=== Your instructions ===
Only the pictures are to be omitted; every entry beneath should otherwise be duplicated exactly.

=== Source material ===
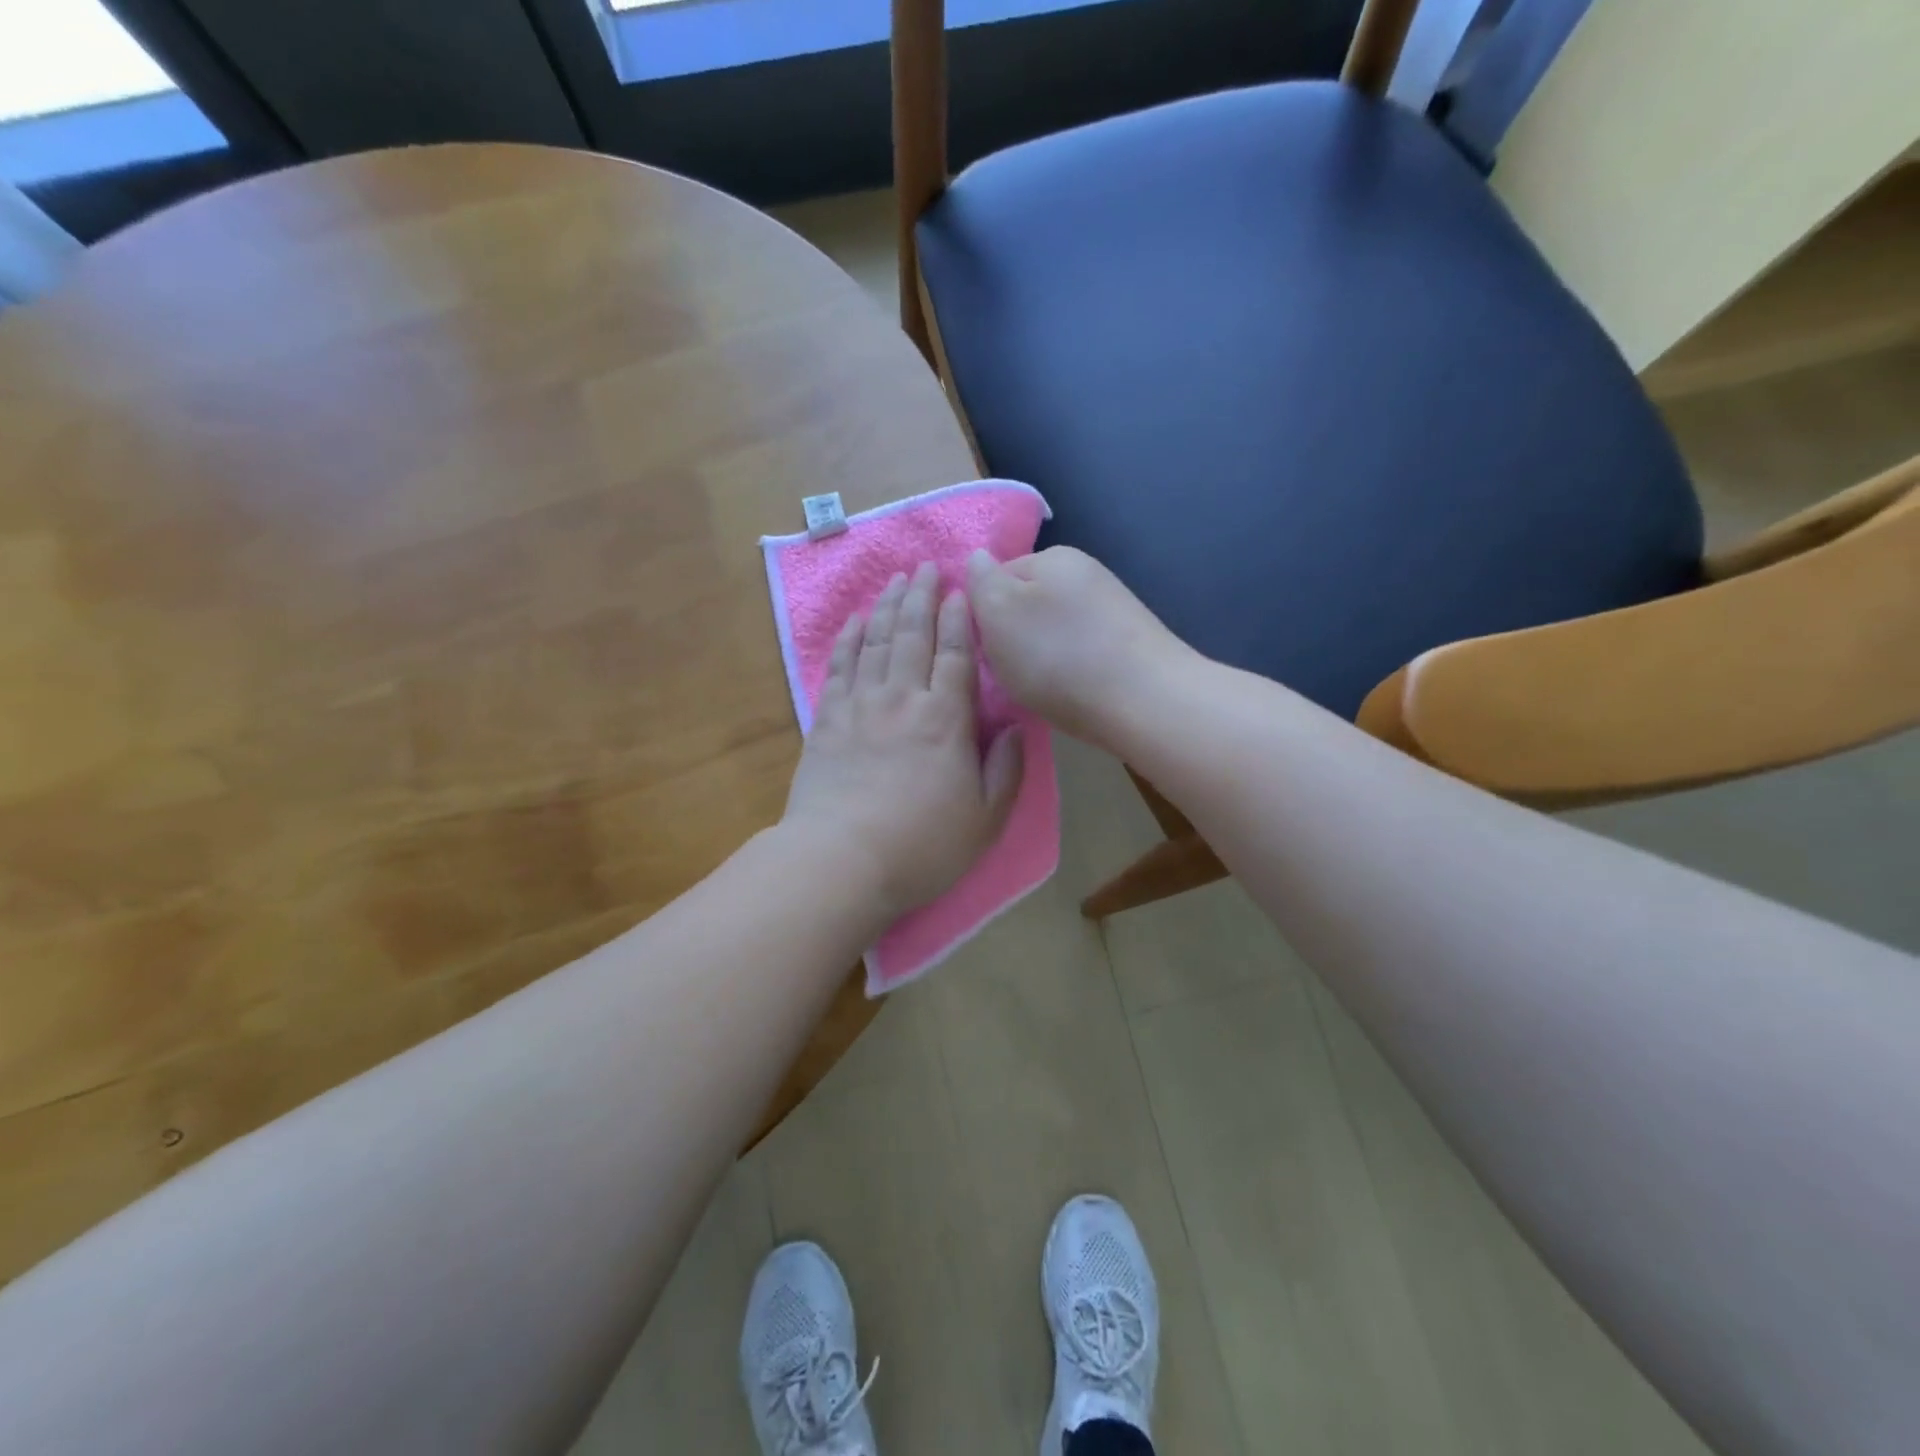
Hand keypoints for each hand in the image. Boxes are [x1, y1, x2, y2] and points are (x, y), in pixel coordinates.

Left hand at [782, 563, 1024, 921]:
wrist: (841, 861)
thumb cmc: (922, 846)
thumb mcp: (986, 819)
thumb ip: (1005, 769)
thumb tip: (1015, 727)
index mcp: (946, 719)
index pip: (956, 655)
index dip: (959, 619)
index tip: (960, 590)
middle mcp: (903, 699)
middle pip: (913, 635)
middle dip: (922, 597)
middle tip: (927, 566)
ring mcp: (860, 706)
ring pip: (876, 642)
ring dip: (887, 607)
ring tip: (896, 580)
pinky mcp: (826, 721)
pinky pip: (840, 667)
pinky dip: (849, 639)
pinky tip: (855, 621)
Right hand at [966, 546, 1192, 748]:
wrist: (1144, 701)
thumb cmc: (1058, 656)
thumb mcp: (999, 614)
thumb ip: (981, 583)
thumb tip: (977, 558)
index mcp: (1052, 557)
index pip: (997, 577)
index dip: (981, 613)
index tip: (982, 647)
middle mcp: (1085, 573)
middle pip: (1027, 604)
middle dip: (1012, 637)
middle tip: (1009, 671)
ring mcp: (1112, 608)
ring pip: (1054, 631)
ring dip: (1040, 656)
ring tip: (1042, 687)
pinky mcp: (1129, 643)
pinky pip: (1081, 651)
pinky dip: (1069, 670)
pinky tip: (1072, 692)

=== Answer space ===
Hand keypoints for each hand in the image. Boxes are [x1, y1, x2, y2] and points are (x, y), in pixel coordinates.

Left hand at [782, 563, 1024, 921]:
wrist: (841, 861)
thumb cmc: (922, 846)
thumb mcp: (986, 819)
thumb ip: (1005, 769)
thumb tip: (1015, 727)
index mcp: (946, 719)
index pip: (956, 655)
index dip: (959, 619)
index tip: (960, 590)
middle mcp: (903, 699)
middle pip: (913, 635)
middle dip: (922, 597)
middle tip: (927, 566)
ring mcp: (860, 706)
ring pip: (876, 642)
ring dip: (887, 607)
ring tip: (896, 580)
pinky mcp: (826, 721)
pinky pip: (840, 667)
pinky dip: (849, 639)
pinky tip: (855, 621)
Right hand at [966, 546, 1192, 748]:
wrist: (1144, 701)
thumb cmc: (1058, 656)
thumb mcp: (999, 614)
thumb ip: (981, 583)
thumb tip: (977, 558)
index mcp: (1052, 557)
index pip: (997, 577)
index dip: (981, 613)
index tip: (982, 647)
middle mcp: (1085, 573)
middle pip: (1027, 604)
middle dip: (1012, 637)
middle tip: (1009, 671)
ring mcp: (1112, 608)
ring pip: (1054, 631)
ring dip: (1040, 656)
ring tip: (1042, 687)
pinky mcp: (1129, 643)
pinky pip: (1081, 651)
pinky dip: (1069, 670)
pinky tip: (1072, 692)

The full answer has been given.